Asus is the world's 5th-largest PC vendor by unit sales as of January 2021. Asus appears in BusinessWeek "InfoTech 100" and "Asia's Top 10 IT Companies" rankings, and it ranked first in the IT Hardware category of the 2008 Taiwan Top 10 Global Brands survey with a total brand value of $1.3 billion.

Asus has a primary listing on the Taiwan Stock Exchange under the ticker code 2357 and formerly had a secondary listing on the London Stock Exchange under the ticker code ASKD.

Name
The company is usually referred to as ASUS or Huáshuò in Chinese (, literally "Eminence by the Chinese"). According to the company website, the name Asus originates from Pegasus, the winged horse of Greek mythology. Only the last four letters of the word were used in order to give the name a high position in alphabetical listings.
As its marketing taglines, Asus has used Rock Solid. Heart Touching (2003–2009) and subsequently Inspiring Innovation Persistent Perfection (2009–2013). Since 2013, the company's tagline has been In Search of Incredible.

History
Asus was founded in Taipei in 1989 by T.H. Tung, Ted Hsu, Wayne Hsieh and M.T. Liao, all four having previously worked at Acer as hardware engineers. At this time, Taiwan had yet to establish a leading position in the computer-hardware business. Intel Corporation would supply any new processors to more established companies like IBM first, and Taiwanese companies would have to wait for approximately six months after IBM received their engineering prototypes.
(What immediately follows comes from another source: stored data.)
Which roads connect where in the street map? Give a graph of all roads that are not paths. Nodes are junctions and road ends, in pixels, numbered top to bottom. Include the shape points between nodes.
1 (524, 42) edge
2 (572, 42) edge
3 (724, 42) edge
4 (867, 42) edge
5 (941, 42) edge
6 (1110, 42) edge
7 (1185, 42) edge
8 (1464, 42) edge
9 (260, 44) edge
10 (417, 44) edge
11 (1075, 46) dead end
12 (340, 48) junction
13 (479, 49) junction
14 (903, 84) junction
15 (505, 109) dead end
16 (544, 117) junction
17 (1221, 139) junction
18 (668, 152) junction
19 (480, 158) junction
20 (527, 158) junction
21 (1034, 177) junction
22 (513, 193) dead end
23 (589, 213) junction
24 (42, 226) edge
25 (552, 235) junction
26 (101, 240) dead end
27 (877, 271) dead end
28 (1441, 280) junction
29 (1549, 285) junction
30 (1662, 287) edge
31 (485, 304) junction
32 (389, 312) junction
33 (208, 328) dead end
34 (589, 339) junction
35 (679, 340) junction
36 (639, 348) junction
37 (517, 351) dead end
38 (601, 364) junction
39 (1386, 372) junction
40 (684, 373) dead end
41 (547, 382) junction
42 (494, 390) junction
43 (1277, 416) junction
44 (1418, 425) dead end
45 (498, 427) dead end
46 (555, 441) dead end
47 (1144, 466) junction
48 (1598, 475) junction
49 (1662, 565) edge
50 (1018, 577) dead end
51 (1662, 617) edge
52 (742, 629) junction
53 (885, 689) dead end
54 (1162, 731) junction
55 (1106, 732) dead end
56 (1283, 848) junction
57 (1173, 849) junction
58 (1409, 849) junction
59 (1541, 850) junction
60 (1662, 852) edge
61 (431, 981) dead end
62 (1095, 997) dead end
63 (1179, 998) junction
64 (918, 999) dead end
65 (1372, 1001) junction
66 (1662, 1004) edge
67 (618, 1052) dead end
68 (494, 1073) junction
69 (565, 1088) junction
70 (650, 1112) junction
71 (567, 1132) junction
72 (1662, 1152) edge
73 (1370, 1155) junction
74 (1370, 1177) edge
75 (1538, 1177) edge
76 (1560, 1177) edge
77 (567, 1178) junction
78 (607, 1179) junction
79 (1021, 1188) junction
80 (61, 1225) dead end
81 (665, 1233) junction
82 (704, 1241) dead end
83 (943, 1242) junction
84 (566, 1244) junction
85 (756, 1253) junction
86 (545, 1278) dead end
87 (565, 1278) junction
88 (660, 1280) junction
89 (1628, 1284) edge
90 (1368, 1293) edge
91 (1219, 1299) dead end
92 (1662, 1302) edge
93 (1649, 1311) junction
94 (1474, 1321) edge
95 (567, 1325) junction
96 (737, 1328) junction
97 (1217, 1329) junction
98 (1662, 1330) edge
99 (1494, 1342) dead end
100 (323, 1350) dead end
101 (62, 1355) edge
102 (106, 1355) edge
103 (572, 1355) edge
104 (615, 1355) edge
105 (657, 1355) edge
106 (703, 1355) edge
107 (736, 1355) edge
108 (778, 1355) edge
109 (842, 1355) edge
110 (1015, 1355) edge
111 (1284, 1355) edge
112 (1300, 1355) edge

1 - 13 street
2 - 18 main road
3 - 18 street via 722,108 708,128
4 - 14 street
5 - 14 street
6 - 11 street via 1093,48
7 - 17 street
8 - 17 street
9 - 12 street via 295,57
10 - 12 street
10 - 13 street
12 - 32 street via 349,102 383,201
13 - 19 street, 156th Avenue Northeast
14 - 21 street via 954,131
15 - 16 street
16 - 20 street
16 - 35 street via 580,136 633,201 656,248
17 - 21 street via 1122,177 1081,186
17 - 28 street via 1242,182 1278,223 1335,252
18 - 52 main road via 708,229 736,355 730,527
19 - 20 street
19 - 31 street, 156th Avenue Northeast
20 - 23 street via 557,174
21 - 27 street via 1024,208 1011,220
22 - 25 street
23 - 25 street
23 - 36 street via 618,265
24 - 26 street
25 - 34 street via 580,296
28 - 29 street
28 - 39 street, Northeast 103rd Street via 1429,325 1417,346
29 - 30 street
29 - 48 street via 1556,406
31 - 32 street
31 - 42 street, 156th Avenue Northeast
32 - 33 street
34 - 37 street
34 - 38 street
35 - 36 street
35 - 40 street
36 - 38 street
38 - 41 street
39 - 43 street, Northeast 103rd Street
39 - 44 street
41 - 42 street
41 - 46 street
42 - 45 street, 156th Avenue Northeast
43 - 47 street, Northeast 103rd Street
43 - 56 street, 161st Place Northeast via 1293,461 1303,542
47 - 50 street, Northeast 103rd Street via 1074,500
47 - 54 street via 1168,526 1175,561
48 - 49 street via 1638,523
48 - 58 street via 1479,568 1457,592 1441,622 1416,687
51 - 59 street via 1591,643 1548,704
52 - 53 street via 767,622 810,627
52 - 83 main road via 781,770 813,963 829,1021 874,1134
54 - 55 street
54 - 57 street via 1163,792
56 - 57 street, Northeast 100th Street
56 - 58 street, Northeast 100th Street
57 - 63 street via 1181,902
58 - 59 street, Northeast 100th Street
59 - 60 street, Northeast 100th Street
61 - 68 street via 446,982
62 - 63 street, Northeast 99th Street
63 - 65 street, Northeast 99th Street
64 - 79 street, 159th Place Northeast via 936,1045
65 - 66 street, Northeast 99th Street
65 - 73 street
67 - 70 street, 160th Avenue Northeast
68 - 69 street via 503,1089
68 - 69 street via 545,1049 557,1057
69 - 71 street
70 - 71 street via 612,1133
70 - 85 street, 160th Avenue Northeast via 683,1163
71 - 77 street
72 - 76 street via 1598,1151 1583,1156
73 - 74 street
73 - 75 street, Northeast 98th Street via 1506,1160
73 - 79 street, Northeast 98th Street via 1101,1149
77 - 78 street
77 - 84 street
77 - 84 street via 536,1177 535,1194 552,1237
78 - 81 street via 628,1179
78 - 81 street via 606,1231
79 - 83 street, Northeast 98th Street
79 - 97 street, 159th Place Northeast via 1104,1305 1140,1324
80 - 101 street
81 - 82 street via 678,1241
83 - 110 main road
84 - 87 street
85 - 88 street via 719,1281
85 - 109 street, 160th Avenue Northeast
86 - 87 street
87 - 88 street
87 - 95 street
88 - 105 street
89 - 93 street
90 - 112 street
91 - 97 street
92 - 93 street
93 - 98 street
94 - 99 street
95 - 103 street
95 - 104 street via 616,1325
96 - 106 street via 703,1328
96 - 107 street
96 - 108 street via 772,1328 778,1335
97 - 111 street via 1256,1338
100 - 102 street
According to company history, Asus created a motherboard prototype for using an Intel 486, but it had to do so without access to the actual processor. When Asus approached Intel to request a processor to test it, Intel itself had a problem with its own 486 motherboard. Asus solved Intel's problem and it turned out that Asus' own motherboard worked correctly without the need for further modification. Since then, Asus was receiving Intel engineering samples ahead of its competitors.

In September 2005, Asus released the first PhysX accelerator card. In December 2005, Asus entered the LCD TV market with the TLW32001 model. In January 2006, Asus announced that it would cooperate with Lamborghini to develop the VX laptop series.

On 9 March 2006, Asus was confirmed as one of the manufacturers of the first Microsoft Origami models, together with Samsung and Founder Technology. On 8 August 2006, Asus announced a joint venture with Gigabyte Technology. On 5 June 2007, Asus announced the launch of the Eee PC at COMPUTEX Taipei. On 9 September 2007, Asus indicated support for Blu-ray, announcing the release of a BD-ROM/DVD writer PC drive, BC-1205PT. ASUS subsequently released several Blu-ray based notebooks.

In January 2008, Asus began a major restructuring of its operations, splitting into three independent companies: Asus (focused on applied first-party branded computers and electronics); Pegatron (focused on OEM manufacturing of motherboards and components); and Unihan Corporation (focused on non-PC manufacturing such as cases and molding). In the process of the restructuring, a highly criticized pension-plan restructuring effectively zeroed out the existing pension balances. The company paid out all contributions previously made by employees.

On 9 December 2008, the Open Handset Alliance announced that Asus had become one of 14 new members of the organization. These "new members will either deploy compatible Android devices, contribute significant code to the Android Open-Source Project, or support the ecosystem through products and services that will accelerate the availability of Android-based devices."

On 1 June 2010, Asus spun off Pegatron Corp.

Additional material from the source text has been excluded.